WORK TO BE COMPLETED:
Each line of the entries that mentions the string "ROODT" needs to be reported.

(Data excerpts)
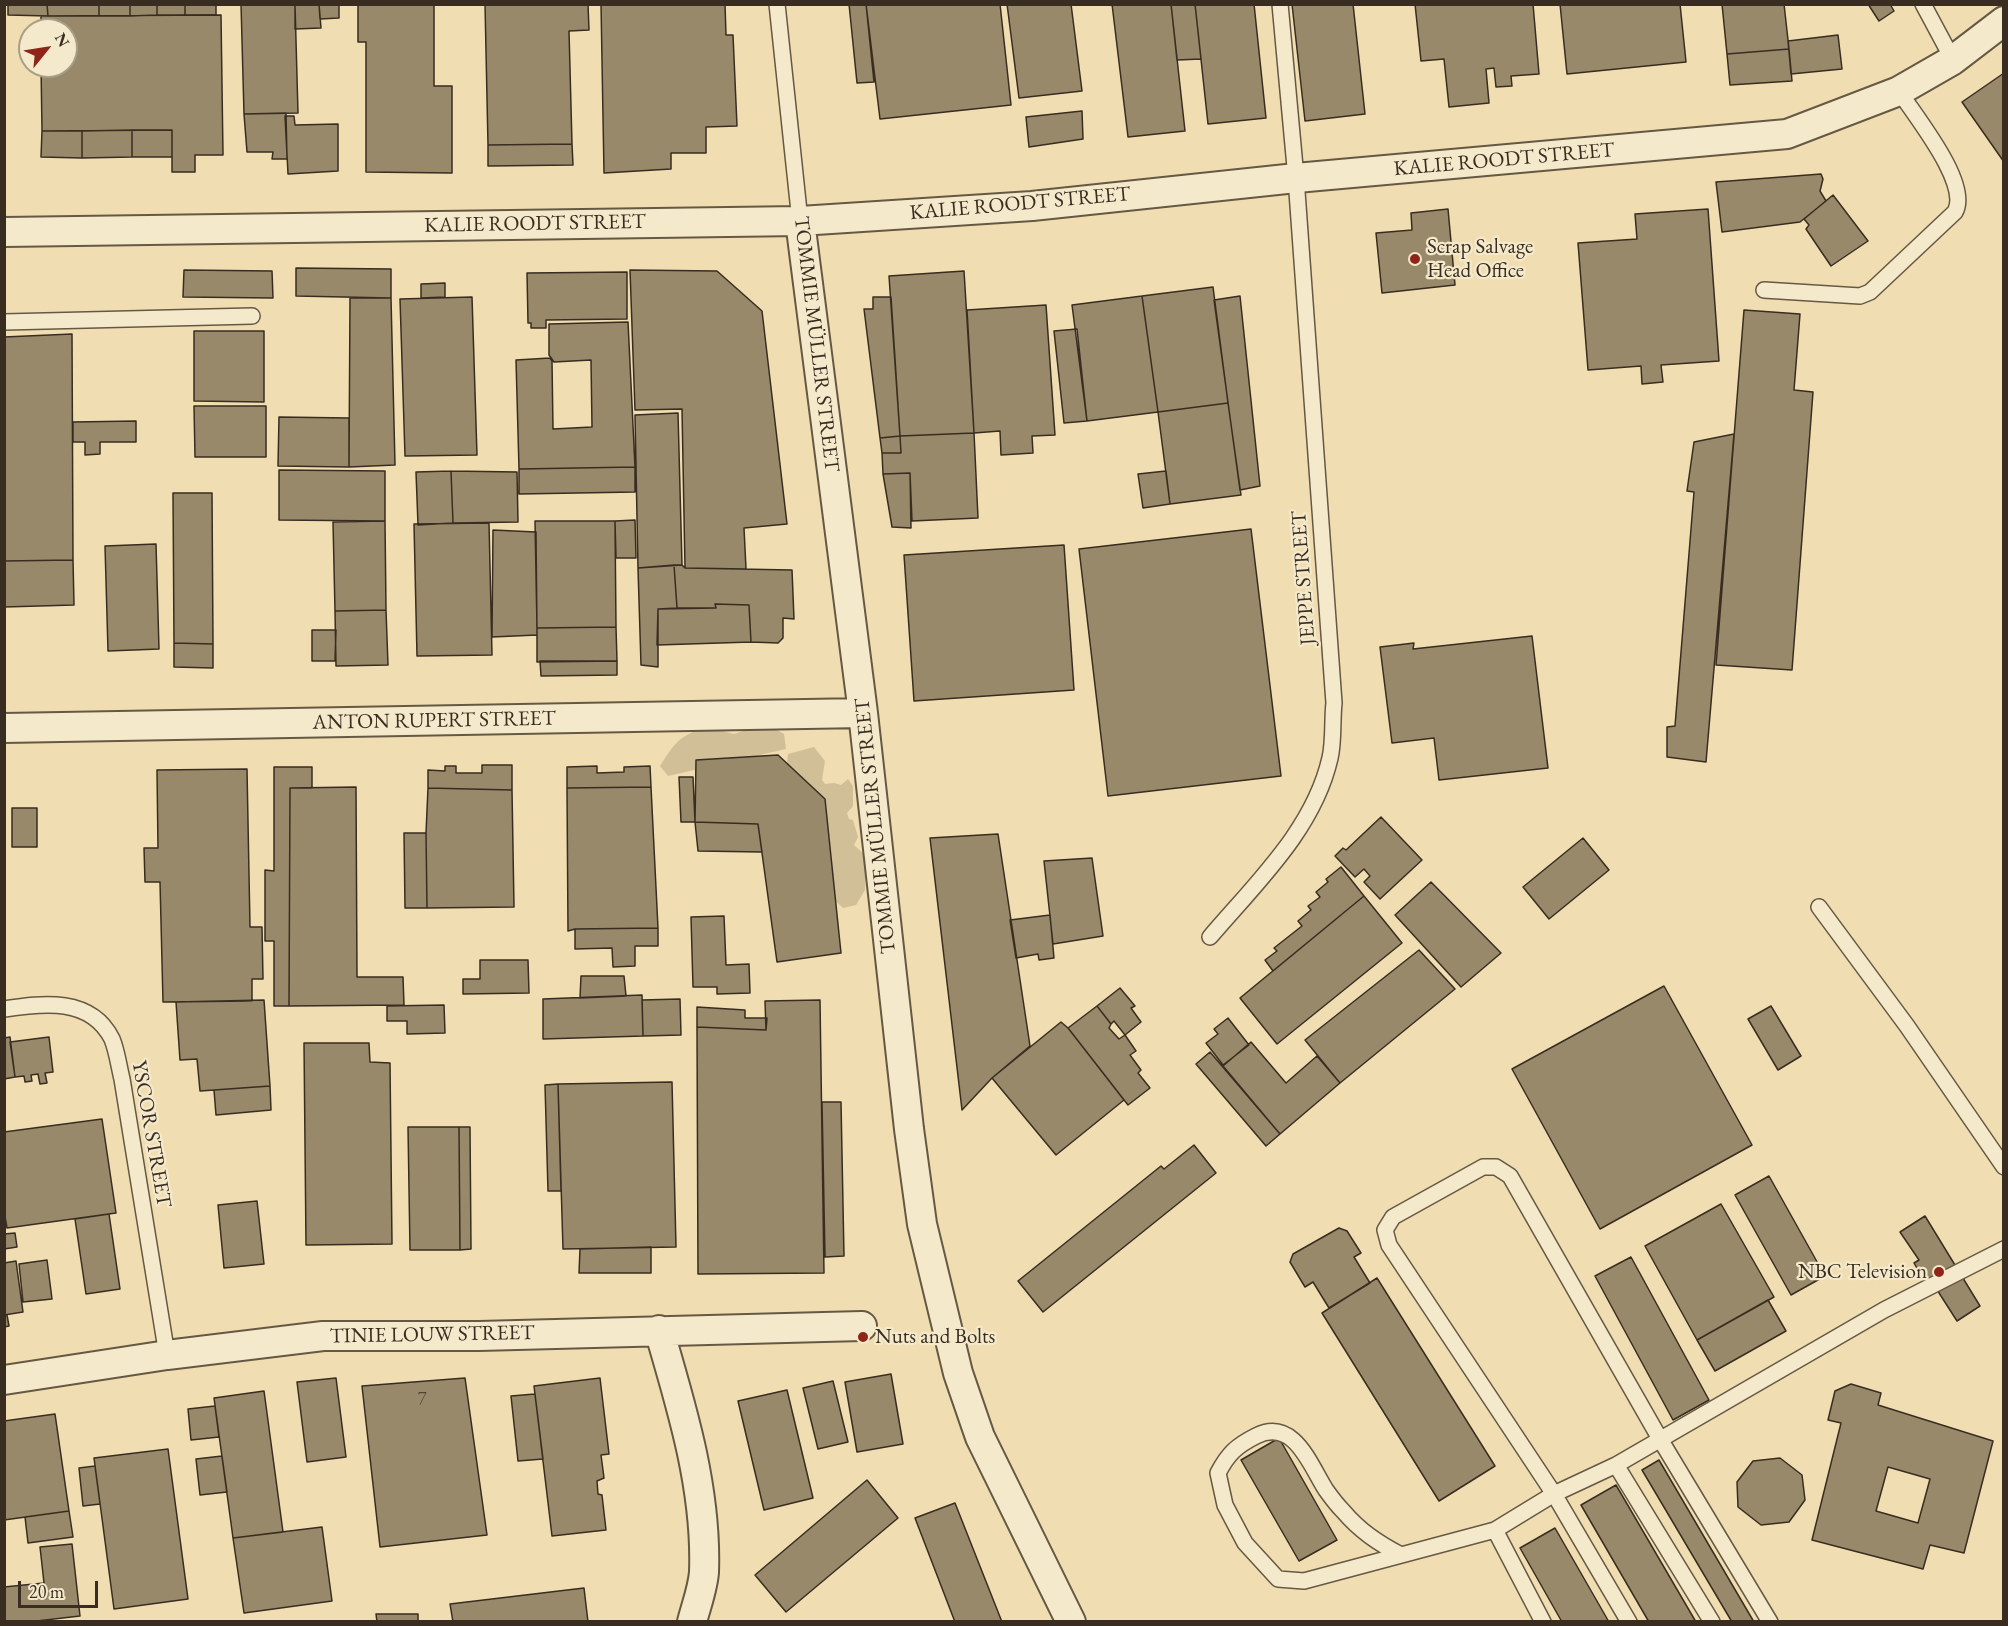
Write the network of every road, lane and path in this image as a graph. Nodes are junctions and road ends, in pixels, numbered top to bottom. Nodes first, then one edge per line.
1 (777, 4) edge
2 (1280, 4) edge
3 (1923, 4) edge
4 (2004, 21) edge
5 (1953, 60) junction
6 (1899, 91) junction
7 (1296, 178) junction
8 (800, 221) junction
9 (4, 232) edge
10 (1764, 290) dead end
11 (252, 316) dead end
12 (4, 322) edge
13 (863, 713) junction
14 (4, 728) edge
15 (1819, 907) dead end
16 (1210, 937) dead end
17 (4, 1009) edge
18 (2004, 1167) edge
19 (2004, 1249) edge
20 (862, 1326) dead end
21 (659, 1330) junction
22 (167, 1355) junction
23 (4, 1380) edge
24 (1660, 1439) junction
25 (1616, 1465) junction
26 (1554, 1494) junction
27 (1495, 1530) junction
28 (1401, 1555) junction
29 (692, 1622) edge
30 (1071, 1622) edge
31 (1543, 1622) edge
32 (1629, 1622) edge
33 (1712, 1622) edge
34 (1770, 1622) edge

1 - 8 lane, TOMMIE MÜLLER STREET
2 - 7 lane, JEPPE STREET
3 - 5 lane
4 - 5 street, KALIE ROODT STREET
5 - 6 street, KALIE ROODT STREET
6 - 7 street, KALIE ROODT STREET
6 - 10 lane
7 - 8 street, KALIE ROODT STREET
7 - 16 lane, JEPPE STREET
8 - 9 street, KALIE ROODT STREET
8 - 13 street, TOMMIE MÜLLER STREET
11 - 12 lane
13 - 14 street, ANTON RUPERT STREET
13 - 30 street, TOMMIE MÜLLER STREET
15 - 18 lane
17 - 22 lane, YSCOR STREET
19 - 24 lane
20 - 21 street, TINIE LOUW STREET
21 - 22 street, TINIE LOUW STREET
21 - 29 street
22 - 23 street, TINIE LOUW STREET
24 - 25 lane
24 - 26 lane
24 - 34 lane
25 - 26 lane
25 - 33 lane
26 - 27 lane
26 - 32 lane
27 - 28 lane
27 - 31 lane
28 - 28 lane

...

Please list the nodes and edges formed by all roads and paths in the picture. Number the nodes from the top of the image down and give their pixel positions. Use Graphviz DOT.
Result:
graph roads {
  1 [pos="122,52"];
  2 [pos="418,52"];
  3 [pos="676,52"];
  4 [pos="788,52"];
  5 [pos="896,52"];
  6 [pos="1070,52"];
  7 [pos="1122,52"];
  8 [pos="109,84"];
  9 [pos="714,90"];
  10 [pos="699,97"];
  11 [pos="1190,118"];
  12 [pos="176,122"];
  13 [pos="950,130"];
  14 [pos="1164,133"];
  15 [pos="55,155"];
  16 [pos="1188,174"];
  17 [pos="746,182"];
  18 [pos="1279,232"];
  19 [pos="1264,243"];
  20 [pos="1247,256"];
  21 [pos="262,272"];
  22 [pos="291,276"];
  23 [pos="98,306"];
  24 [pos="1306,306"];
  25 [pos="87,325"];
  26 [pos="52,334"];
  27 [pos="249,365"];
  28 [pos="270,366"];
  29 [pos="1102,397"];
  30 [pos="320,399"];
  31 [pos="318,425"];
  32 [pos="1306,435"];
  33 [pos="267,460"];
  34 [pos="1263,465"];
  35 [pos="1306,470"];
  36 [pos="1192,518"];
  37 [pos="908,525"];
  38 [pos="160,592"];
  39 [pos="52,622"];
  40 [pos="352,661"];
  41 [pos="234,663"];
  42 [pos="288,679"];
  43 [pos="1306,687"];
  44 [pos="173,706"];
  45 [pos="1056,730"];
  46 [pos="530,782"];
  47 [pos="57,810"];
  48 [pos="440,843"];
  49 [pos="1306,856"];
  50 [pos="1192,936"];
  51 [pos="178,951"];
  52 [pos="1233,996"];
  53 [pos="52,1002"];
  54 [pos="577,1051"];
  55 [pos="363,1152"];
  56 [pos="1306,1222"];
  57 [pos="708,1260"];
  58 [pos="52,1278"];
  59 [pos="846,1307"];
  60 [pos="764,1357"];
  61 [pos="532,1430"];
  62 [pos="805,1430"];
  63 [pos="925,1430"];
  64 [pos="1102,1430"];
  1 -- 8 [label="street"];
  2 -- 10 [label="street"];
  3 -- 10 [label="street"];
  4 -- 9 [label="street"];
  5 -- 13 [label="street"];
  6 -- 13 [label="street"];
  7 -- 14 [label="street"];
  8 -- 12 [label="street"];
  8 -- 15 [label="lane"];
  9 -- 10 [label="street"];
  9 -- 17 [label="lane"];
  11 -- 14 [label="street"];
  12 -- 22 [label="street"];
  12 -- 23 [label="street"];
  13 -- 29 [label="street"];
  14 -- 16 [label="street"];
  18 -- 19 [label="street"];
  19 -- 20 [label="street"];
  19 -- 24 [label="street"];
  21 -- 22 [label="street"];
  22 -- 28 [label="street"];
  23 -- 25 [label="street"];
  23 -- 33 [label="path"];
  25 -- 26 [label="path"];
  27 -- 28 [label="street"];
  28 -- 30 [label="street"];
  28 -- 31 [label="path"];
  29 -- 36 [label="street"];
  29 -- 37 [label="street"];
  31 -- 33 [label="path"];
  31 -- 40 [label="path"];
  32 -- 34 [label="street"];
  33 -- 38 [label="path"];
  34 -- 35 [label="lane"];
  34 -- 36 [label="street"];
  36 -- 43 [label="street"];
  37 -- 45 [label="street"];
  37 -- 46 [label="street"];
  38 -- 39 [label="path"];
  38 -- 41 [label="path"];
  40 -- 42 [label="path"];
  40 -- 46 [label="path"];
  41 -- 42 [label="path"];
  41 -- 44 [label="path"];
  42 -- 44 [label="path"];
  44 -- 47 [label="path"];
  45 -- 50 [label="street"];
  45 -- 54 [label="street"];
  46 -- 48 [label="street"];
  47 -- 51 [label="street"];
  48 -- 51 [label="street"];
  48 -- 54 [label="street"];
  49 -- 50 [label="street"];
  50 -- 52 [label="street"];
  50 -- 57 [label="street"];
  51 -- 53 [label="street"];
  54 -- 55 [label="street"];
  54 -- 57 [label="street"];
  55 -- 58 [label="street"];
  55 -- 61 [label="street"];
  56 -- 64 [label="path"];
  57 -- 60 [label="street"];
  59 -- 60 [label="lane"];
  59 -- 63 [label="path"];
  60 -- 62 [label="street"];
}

OUTPUT:
4 - 5 street, KALIE ROODT STREET
5 - 6 street, KALIE ROODT STREET
6 - 7 street, KALIE ROODT STREET
7 - 8 street, KALIE ROODT STREET
8 - 9 street, KALIE ROODT STREET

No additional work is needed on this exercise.